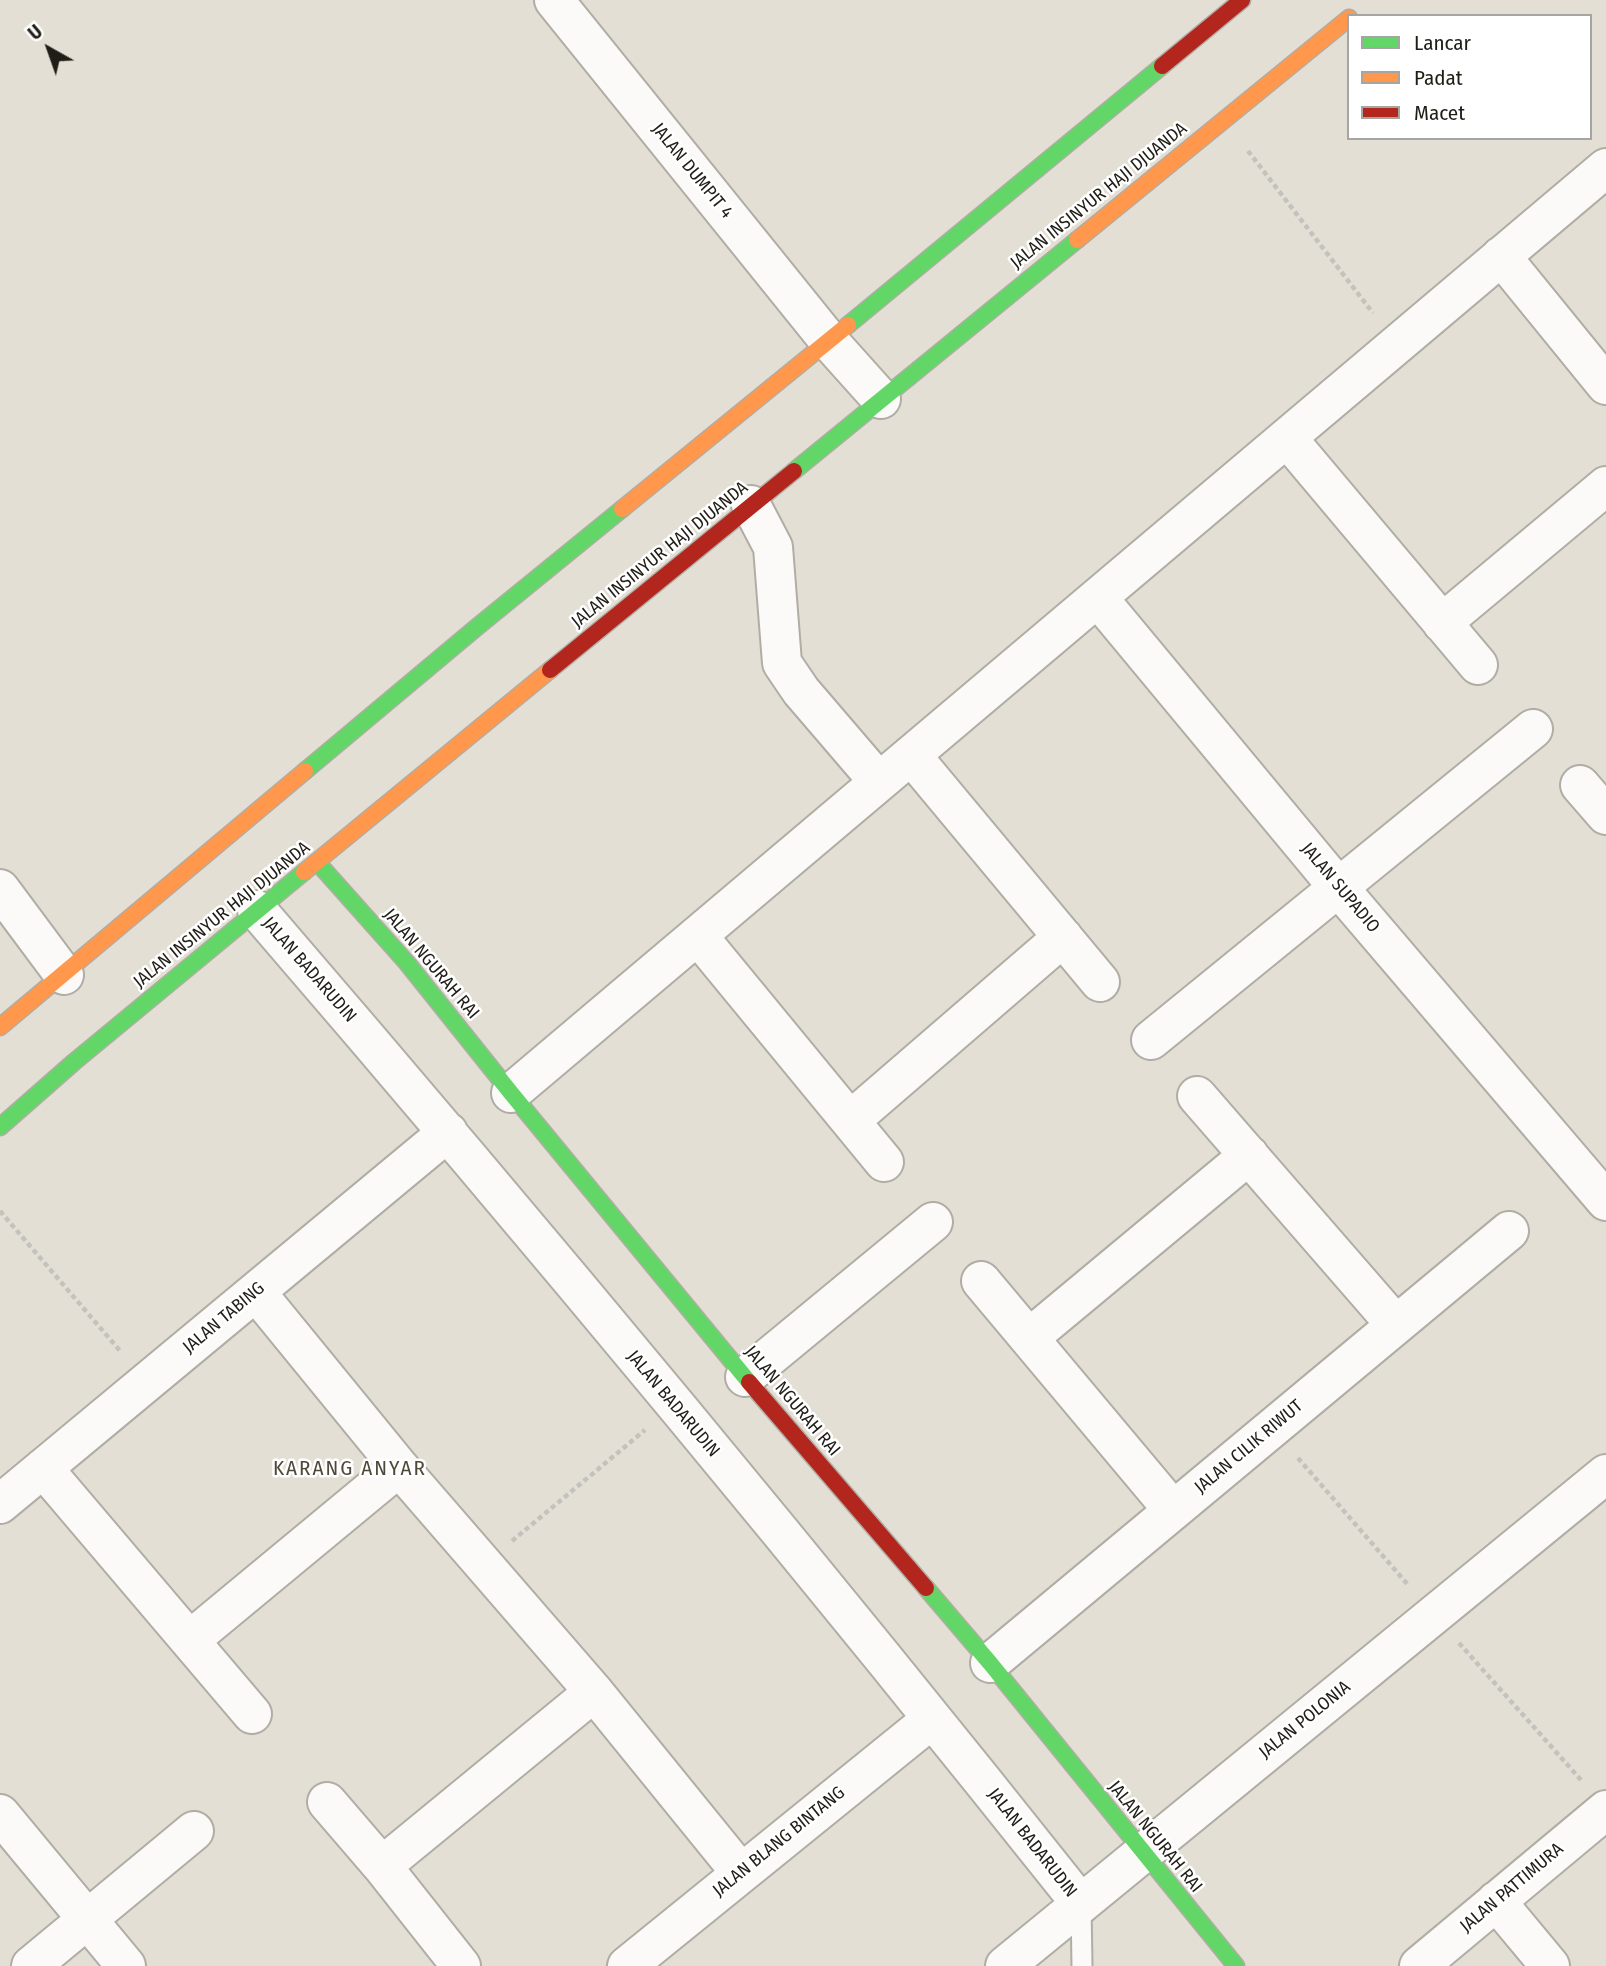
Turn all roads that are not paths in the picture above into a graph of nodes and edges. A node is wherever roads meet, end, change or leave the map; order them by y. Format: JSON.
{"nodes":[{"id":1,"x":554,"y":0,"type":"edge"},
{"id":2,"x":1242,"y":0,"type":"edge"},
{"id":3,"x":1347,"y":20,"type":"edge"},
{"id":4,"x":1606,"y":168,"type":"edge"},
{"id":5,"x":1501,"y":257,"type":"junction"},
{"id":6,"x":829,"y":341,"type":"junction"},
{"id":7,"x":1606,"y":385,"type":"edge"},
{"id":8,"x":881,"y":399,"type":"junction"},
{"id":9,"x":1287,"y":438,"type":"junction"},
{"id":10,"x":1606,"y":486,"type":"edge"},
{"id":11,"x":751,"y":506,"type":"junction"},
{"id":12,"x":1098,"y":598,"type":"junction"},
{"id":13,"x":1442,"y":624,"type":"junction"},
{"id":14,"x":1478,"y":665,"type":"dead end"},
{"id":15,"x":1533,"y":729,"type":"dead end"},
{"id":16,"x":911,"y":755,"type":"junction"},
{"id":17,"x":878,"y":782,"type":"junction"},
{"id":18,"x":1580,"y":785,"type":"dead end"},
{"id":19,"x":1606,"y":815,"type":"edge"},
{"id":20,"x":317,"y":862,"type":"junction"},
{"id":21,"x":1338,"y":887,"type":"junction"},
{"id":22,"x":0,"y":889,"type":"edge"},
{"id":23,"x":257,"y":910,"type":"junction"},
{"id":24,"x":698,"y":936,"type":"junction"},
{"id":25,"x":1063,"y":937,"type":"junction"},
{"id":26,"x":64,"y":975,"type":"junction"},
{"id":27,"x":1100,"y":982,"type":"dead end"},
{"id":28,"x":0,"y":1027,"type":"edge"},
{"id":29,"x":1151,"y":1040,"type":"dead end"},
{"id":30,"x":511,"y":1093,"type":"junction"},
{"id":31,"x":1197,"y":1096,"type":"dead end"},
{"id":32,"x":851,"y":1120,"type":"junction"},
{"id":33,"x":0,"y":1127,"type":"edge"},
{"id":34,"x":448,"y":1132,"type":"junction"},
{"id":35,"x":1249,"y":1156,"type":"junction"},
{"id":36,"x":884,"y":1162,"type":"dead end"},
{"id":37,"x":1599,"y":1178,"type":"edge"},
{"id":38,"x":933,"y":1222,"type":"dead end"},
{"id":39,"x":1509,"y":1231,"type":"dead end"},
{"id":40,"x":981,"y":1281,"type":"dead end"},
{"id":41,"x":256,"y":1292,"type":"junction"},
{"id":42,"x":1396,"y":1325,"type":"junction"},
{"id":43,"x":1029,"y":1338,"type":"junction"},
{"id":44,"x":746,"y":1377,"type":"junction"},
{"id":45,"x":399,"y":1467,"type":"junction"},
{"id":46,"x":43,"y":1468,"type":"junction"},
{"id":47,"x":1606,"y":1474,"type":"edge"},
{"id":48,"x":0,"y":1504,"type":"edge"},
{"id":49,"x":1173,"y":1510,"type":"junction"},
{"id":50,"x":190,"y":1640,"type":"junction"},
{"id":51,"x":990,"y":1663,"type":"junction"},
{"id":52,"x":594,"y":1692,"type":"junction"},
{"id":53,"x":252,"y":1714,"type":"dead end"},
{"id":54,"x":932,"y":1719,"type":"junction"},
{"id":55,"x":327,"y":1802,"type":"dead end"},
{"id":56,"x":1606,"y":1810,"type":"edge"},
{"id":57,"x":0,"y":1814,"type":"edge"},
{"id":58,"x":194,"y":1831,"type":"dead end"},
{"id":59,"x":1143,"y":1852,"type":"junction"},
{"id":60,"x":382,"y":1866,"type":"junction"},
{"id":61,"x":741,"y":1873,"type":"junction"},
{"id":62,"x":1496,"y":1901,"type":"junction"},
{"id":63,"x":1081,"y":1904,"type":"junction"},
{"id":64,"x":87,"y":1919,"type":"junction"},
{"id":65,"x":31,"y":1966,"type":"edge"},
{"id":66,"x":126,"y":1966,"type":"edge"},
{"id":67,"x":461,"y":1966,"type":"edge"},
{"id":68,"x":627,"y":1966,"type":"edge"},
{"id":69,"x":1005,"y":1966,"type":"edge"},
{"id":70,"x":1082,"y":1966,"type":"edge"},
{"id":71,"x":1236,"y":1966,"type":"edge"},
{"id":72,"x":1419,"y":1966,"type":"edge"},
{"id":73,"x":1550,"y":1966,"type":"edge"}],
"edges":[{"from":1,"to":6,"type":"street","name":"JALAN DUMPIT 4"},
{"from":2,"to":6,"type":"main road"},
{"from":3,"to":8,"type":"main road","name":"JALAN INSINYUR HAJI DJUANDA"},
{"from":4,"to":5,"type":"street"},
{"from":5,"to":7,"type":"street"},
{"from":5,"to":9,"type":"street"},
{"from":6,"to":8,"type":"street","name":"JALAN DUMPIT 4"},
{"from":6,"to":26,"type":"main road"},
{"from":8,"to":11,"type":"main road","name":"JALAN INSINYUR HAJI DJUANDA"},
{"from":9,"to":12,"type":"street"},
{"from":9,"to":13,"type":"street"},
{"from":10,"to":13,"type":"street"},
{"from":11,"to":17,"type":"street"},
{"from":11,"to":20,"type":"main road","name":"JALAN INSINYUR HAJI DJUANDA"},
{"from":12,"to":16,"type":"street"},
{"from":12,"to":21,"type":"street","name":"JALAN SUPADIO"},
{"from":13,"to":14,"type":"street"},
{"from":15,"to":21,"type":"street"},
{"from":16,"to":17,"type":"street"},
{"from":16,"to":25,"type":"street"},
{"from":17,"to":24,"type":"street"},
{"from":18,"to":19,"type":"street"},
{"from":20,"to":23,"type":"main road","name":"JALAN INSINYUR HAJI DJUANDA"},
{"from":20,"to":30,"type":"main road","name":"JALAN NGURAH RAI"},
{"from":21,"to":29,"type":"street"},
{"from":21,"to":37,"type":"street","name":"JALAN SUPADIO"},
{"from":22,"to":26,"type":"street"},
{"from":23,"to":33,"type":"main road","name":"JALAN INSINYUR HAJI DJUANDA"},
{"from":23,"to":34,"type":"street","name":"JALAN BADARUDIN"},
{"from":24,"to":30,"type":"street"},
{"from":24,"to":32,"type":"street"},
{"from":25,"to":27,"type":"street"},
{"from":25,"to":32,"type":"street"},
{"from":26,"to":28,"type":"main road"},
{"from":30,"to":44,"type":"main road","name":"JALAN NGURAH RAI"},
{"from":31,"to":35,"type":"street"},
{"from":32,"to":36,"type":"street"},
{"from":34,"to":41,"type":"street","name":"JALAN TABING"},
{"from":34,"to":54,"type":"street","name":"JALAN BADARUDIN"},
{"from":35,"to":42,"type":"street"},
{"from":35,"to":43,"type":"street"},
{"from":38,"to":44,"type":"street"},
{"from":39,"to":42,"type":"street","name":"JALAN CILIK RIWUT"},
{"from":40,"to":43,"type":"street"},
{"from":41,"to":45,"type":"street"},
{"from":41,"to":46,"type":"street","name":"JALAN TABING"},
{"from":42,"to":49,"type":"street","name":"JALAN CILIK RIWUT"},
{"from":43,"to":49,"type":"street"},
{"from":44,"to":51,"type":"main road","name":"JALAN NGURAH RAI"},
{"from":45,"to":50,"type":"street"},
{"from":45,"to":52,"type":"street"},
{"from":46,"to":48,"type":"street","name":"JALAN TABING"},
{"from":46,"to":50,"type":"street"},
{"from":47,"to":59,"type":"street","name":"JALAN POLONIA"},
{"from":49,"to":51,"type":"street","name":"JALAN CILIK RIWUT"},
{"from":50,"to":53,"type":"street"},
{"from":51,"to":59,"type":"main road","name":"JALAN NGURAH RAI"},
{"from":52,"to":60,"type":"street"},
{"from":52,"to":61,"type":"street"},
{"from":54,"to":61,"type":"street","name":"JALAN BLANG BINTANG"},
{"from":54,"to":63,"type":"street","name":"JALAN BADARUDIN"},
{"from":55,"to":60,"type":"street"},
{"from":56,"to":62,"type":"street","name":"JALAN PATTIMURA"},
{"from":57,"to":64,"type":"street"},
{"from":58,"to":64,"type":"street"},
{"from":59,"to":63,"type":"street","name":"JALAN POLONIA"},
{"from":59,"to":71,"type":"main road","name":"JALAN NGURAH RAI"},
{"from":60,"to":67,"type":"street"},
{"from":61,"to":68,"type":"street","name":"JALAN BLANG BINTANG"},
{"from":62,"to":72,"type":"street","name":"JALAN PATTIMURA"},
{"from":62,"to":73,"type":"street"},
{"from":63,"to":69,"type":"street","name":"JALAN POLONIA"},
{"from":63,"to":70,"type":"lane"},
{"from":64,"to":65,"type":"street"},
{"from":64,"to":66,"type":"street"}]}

=====

Looking at the material above, say how many of its lines hold the word "PATTIMURA", giving only the number.

- Exercise output -
2